At 7.2 metres, the circular walls of the Sheppard Theatre are the highest rammed earth walls in the UK. To make rammed earth walls, loose, moist subsoil is compacted in thin layers between shuttering or formwork. Mechanical compaction forces clay molecules to bond with the aggregate (a physical rather than a chemical bond), giving the wall its strength. Particle size and grading, moisture content, and clay content are all critical to the performance of the finished wall.
Llynclys Quarry near Oswestry was identified as source of suitable material (the earth for the walls in our Information Centre also came from Llynclys), and samples of several different materials were taken for testing. The material chosen was a waste product that had already been processed and had a suitable grading - particles of 6mm and less.

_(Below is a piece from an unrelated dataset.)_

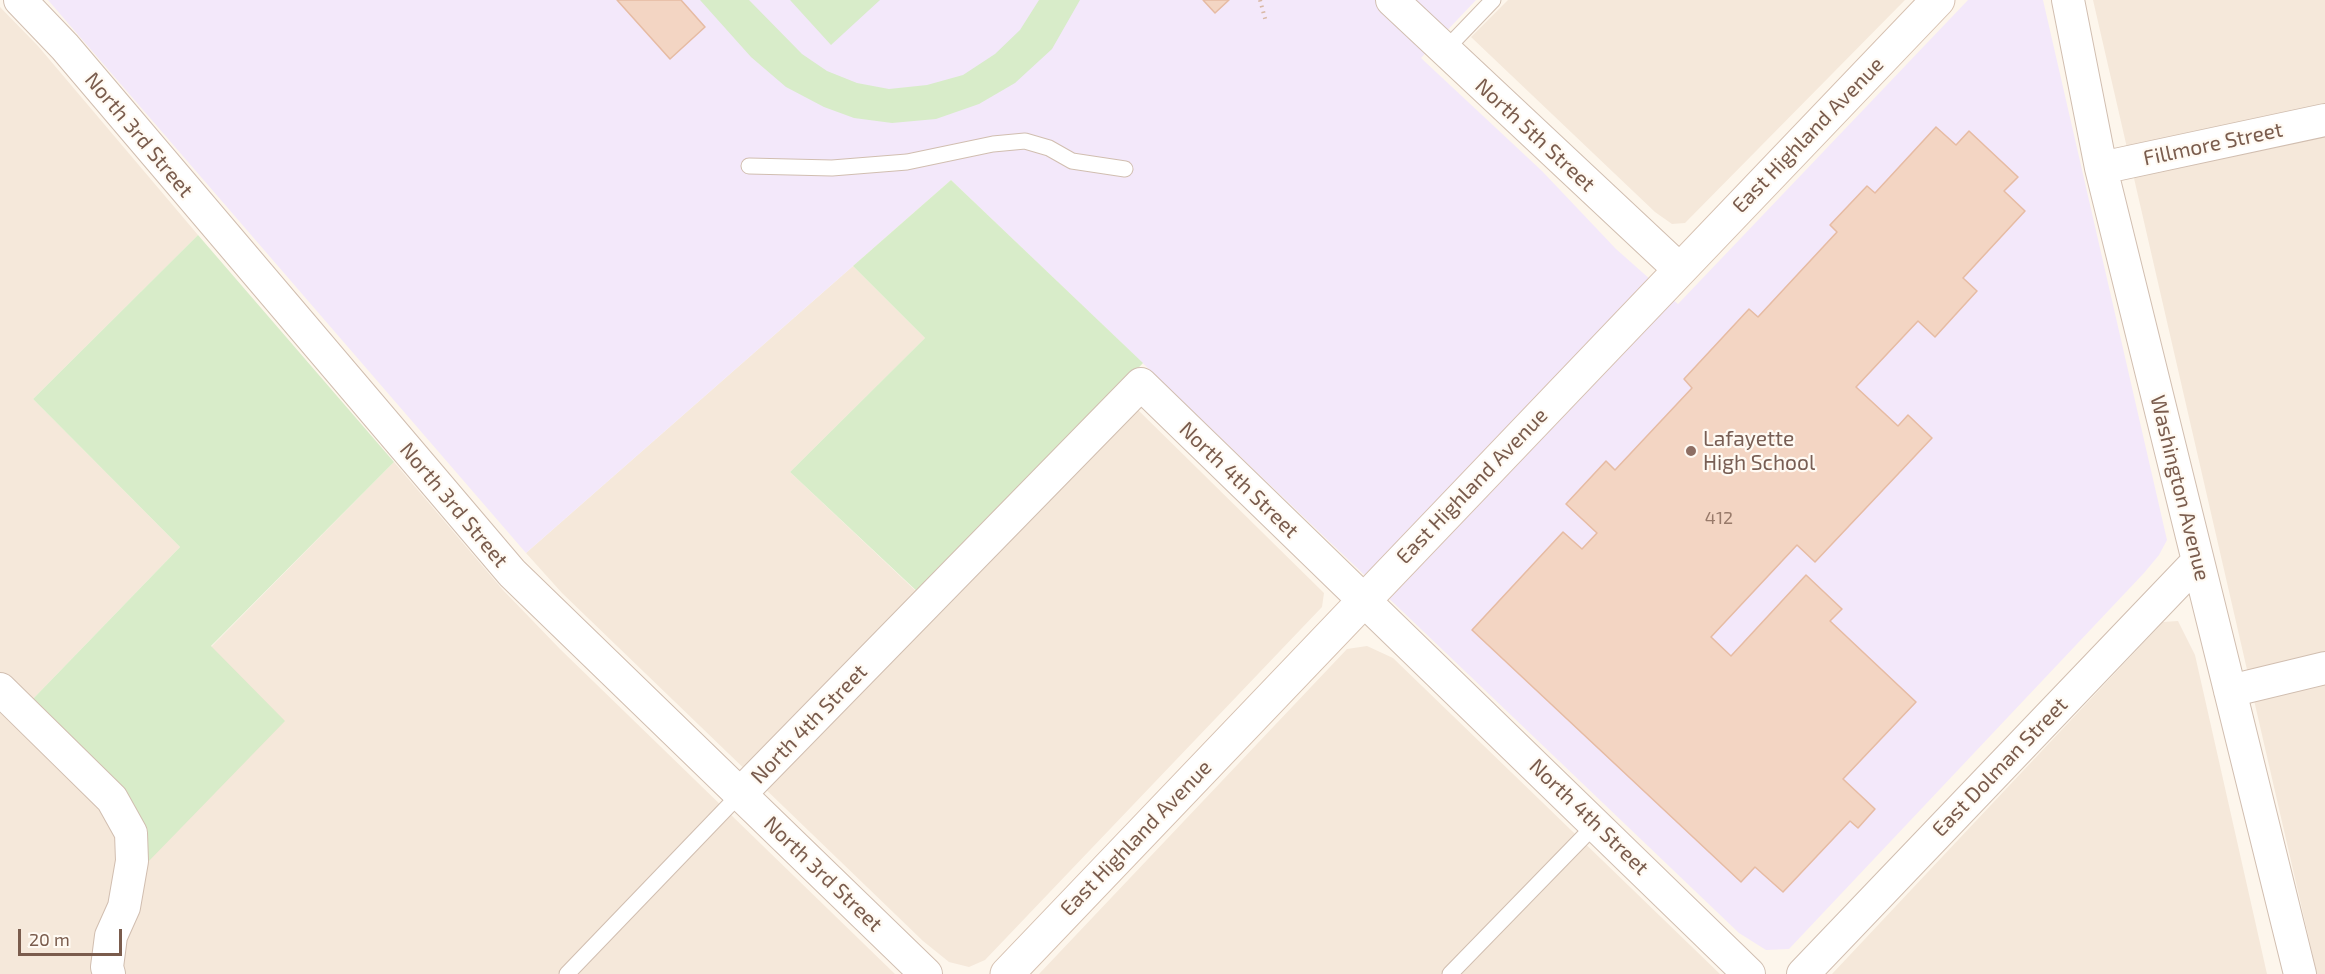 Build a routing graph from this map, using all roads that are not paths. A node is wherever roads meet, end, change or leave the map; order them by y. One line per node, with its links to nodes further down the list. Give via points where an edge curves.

A proprietary circular shuttering system with an adjustable radius was used for the theatre walls. Earth was added in 150mm layers and compacted using a hand held pneumatic ram. Four sections of wall were built, with 2 full height gaps for doors. The walls are 500mm thick, incorporating 320 tonnes of earth.
The rammed earth provides structural support for the roof, but does not form the external walls – these are timber-framed glazing (on the south side) and hemp and lime. There is a corridor around the theatre, between the rammed earth and the external walls. The high performance double glazing uses a low-e coating, argon gas fill and insulated spacers in FSC-accredited redwood & oak frames, and has a U-value of 1.1 to 1.4 W/m2K.
We also used earth blocks for internal partition walls on the ground floor, adding extra thermal mass to the building. Made of un-stabilised subsoil similar to that required for rammed earth, blocks are manufactured by compressing the earth in a mould. They can be laid like conventional masonry, using a thin layer of clay slurry as mortar. In the past, we’ve manufactured blocks at CAT, but it is now possible to buy them ready-made.